In general, using highly sensitive NAATs, rare low-level false positives due to amplicon or genomic contamination in the laboratory, or even laboratory errors (mislabeling and pipetting, etc) may be exceedingly hard to avoid. In addition, the specificities of available gonococcal NAATs substantially differ,2,10,15–22 and the choice of NAAT, particularly if also pharyngeal and rectal specimens are analyzed, should be made with great care to avoid false-positive results. The prevalence of gonorrhea in the population being tested must also be considered, and a PPV of greater than 90% is recommended when using NAATs to detect N. gonorrhoeae. If this PPV cannot be reached with a single NAAT, the results should be verified with a supplementary NAAT with different target; for example, the AC2 can be verified with the AGC.15,16,21,33 Nevertheless, it is also important to acknowledge that true low-level positives may result in negative results in the supplementary testing due to degraded nucleic acid (if the same specimen is tested), variation in sampling (if new specimen is sampled), or lower sensitivity of the supplementary NAAT applied,27,29 and accordingly, in some high-risk population, further diagnostics and/or surveillance of the patients may be necessary.
In conclusion, validated, quality assured, sensitive, and specific laboratory assays are crucial for accurate diagnosis of gonorrhea and subsequent appropriate management of patients.
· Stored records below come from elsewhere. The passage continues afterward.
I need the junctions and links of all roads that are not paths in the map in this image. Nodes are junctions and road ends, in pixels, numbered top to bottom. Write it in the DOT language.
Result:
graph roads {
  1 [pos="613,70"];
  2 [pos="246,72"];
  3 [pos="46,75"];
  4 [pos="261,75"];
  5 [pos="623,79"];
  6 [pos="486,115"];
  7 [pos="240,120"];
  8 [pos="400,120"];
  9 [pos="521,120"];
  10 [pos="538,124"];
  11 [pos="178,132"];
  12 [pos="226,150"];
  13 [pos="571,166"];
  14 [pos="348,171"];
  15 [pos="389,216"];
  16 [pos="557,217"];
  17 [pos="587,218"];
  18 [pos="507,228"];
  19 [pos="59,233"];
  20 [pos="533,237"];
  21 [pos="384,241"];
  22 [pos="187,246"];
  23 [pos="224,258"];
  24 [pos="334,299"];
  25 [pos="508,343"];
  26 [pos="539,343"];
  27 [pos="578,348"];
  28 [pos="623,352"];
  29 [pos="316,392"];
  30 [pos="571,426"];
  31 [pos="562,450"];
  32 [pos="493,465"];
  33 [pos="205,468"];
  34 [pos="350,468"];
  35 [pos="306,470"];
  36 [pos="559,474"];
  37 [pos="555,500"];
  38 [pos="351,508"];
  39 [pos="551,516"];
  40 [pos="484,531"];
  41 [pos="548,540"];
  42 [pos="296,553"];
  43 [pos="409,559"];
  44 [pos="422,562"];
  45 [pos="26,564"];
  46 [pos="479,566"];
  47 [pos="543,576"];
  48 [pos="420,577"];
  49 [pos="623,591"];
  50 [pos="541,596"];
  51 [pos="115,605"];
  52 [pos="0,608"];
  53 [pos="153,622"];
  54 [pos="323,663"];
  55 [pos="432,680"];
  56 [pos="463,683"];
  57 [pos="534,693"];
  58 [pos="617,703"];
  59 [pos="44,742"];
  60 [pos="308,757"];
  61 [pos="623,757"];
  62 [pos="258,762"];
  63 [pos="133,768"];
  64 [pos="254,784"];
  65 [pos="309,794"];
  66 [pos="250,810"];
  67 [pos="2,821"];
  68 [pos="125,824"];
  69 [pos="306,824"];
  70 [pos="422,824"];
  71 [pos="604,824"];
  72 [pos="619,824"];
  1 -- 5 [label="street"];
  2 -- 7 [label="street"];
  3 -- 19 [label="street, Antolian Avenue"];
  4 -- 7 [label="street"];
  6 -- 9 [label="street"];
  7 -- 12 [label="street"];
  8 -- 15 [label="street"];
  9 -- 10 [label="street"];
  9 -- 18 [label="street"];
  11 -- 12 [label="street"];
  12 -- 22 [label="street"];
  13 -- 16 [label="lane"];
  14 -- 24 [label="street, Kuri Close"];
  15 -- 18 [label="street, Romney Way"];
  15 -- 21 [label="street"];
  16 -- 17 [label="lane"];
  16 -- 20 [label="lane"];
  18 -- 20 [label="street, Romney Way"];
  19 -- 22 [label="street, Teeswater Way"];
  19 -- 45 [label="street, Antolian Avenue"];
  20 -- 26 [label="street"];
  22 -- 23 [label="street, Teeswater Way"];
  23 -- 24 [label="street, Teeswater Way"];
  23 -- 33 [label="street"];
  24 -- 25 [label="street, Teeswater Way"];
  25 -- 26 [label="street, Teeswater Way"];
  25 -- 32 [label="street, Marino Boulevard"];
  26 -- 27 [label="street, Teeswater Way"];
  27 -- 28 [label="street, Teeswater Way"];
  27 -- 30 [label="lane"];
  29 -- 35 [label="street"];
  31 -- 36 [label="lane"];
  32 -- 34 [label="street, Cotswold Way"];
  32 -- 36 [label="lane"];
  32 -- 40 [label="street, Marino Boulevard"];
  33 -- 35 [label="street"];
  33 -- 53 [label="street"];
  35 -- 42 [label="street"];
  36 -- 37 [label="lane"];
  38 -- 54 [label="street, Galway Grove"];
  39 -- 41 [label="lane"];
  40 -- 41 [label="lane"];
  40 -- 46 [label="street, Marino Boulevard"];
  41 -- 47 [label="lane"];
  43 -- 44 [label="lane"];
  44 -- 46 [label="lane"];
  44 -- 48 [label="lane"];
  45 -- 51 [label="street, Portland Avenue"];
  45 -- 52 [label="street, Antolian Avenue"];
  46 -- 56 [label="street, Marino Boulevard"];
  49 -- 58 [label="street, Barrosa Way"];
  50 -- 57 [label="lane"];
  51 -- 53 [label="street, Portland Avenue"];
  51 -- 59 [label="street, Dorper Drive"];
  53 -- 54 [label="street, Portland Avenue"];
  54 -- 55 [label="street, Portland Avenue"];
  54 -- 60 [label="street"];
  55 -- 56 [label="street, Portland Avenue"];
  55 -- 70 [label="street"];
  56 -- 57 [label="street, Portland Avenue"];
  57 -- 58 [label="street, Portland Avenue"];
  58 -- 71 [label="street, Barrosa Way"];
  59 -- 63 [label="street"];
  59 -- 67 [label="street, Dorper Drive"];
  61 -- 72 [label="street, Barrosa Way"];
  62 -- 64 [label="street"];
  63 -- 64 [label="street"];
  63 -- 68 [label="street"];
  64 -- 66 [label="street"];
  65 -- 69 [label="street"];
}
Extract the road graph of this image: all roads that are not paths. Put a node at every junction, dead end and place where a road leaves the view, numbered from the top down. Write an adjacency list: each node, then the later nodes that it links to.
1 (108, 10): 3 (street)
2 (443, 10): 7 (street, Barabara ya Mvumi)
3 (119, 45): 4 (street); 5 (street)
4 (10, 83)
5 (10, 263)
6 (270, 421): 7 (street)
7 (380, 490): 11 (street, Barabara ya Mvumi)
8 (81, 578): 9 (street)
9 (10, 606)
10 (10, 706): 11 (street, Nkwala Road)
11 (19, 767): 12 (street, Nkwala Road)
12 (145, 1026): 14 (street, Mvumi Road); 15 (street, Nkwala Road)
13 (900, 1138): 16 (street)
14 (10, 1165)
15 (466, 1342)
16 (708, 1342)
Nucleic acid amplification tests have dramatically improved the sensitivity for the detection of N. gonorrhoeae, especially in pharyngeal and rectal samples,2–7 as well as simplified the diagnostics. In this study, the analytical specificity and sensitivity of the Gen-Probe APTIMA Combo 2 and APTIMA GC tests were substantially challenged, and both assays displayed 100% specificity and 100% sensitivity.